Il y a à peine quelques jours, beaucoup sur les réseaux se demandaient si le phénomène des soi-disant therians allait atteindre Cuba. La question ne semble plus théorique.
Une coiffeuse cubaine, connue sur Instagram sous le nom de @leuryzsalon, a raconté avec surprise qu'elle a reçu un message d'une jeune femme qui souhaitait une transformation très précise : non pas une « wolf cut », mais une « fox cut », car, comme elle l'a expliqué, elle s'identifie comme un renard.
« Elle m'a dit que ce n'était pas la même chose, parce qu'elle est therian », a raconté la styliste dans une vidéo qui a rapidement commencé à circuler. Elle a avoué qu'au début, elle pensait que c'était une blague. « Je suis coiffeuse, pas vétérinaire. Ce n'est pas un salon de toilettage canin », a-t-elle commenté, tout en reconnaissant qu'elle ne savait pas comment réagir. Malgré tout, elle lui a donné rendez-vous.

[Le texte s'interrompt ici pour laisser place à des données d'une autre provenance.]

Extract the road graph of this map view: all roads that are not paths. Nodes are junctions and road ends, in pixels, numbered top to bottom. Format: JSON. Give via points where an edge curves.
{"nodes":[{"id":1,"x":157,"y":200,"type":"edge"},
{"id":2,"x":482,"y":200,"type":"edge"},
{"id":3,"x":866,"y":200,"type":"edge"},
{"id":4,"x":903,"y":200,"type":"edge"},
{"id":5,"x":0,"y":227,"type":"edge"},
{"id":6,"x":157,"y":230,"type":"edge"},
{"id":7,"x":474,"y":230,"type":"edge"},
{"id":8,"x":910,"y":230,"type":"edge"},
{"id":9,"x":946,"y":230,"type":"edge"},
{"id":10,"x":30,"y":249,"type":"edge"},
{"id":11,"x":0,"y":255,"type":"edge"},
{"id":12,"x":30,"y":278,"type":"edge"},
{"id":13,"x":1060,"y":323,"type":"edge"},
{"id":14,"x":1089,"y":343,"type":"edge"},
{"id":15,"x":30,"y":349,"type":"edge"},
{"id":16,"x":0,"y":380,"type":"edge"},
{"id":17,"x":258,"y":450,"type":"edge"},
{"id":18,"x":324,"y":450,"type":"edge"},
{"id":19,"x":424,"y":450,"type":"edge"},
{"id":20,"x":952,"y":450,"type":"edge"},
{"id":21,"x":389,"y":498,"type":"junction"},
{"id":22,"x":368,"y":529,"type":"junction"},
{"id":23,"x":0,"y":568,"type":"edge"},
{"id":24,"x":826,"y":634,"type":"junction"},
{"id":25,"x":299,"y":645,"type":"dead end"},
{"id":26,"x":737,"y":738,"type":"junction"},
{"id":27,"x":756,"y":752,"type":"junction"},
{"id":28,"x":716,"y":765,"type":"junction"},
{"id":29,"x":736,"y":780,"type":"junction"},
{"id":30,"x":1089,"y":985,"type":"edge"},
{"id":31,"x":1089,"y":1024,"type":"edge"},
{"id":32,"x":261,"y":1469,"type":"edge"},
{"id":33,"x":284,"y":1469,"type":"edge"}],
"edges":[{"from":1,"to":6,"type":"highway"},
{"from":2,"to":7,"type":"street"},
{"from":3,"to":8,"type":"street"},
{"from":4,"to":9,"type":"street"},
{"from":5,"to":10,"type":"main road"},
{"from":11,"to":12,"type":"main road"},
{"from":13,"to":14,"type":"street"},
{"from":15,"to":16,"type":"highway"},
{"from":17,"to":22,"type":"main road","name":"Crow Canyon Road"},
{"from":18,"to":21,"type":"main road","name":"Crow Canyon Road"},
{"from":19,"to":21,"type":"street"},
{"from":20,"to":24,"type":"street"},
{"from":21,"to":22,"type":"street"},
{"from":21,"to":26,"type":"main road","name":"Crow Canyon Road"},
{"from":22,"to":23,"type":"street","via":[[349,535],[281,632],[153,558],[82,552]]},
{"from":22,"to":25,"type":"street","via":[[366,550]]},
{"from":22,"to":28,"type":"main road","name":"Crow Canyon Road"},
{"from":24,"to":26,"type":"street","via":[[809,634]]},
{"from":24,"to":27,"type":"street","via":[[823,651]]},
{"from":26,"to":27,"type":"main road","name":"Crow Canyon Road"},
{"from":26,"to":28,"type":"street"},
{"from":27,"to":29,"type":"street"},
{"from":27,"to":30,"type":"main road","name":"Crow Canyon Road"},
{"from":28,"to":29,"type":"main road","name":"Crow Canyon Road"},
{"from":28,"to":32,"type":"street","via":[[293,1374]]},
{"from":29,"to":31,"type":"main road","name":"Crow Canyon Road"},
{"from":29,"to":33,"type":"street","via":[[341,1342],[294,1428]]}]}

La jeune femme, selon ses dires, a expliqué qu'elle commence dans ce « monde », qu'elle a trouvé son identité et qu'elle souhaite adapter son image à cette nouvelle façon de se percevoir. Elle a même mentionné qu'elle s'identifie comme un renard Vulpes, terme que la coiffeuse a dû chercher sur Google car elle ne savait même pas à quelle espèce elle faisait référence.
Mais l'histoire ne s'est pas arrêtée là.
En réseaux, un vidéo d'une autre jeune cubaine, résidant à La Havane, a également commencé à circuler. Elle se présente ouvertement comme une “therian foca”. Devant la caméra, elle affirme que, bien qu'elle n'ait pas d'argent pour s'acheter un masque ou de la fourrure, “en raison de la situation économique du pays”, elle s'identifie comme une foca et imite même le son de l'animal.
Le contraste n'est pas passé inaperçu aux yeux des utilisateurs. Alors que certains réagissent avec humour, d'autres expriment leur confusion ou leur inquiétude. Le phénomène, qui était déjà viral dans des pays comme les États-Unis, le Mexique et l'Argentine, commence désormais à susciter des témoignages propres à l'Île.
Le terme therian est utilisé pour décrire des personnes qui affirment s'identifier psychologiquement ou spirituellement à un animal, tout en reconnaissant qu'elles sont biologiquement humaines. Sur des plateformes comme TikTok et Instagram, on trouve de nombreux vidéos de jeunes portant des masques, des queues artificielles ou reproduisant des comportements animaliers.
À Cuba, où chaque tendance mondiale a tendance à se mêler rapidement à l'ingéniosité créole, le sujet a ouvert un débat qui va au-delà de l'anecdote. Il y a ceux qui défendent la liberté individuelle d'identité et d'expression, et ceux qui considèrent qu'il s'agit d'une mode extrême propulsée par les réseaux sociaux.
Pour beaucoup, cependant, ce qui est le plus frappant n'est pas seulement l'identité animale, mais le contexte cubain dans lequel cela se déroule : des jeunes parlant de masques et de fourrures au milieu d'une réalité marquée par des pénuries économiques, la migration et la frustration générationnelle.
Est-ce une simple tendance numérique qui passera bientôt ? Une quête d'identité en temps d'incertitude ? Ou le début de communautés qui trouveront également leur place sur l'île ?
Ce qui semblait lointain frappe déjà à la porte. Et dans un pays où tout phénomène devient un débat national en l'espace de quelques heures, la conversation ne fait que commencer.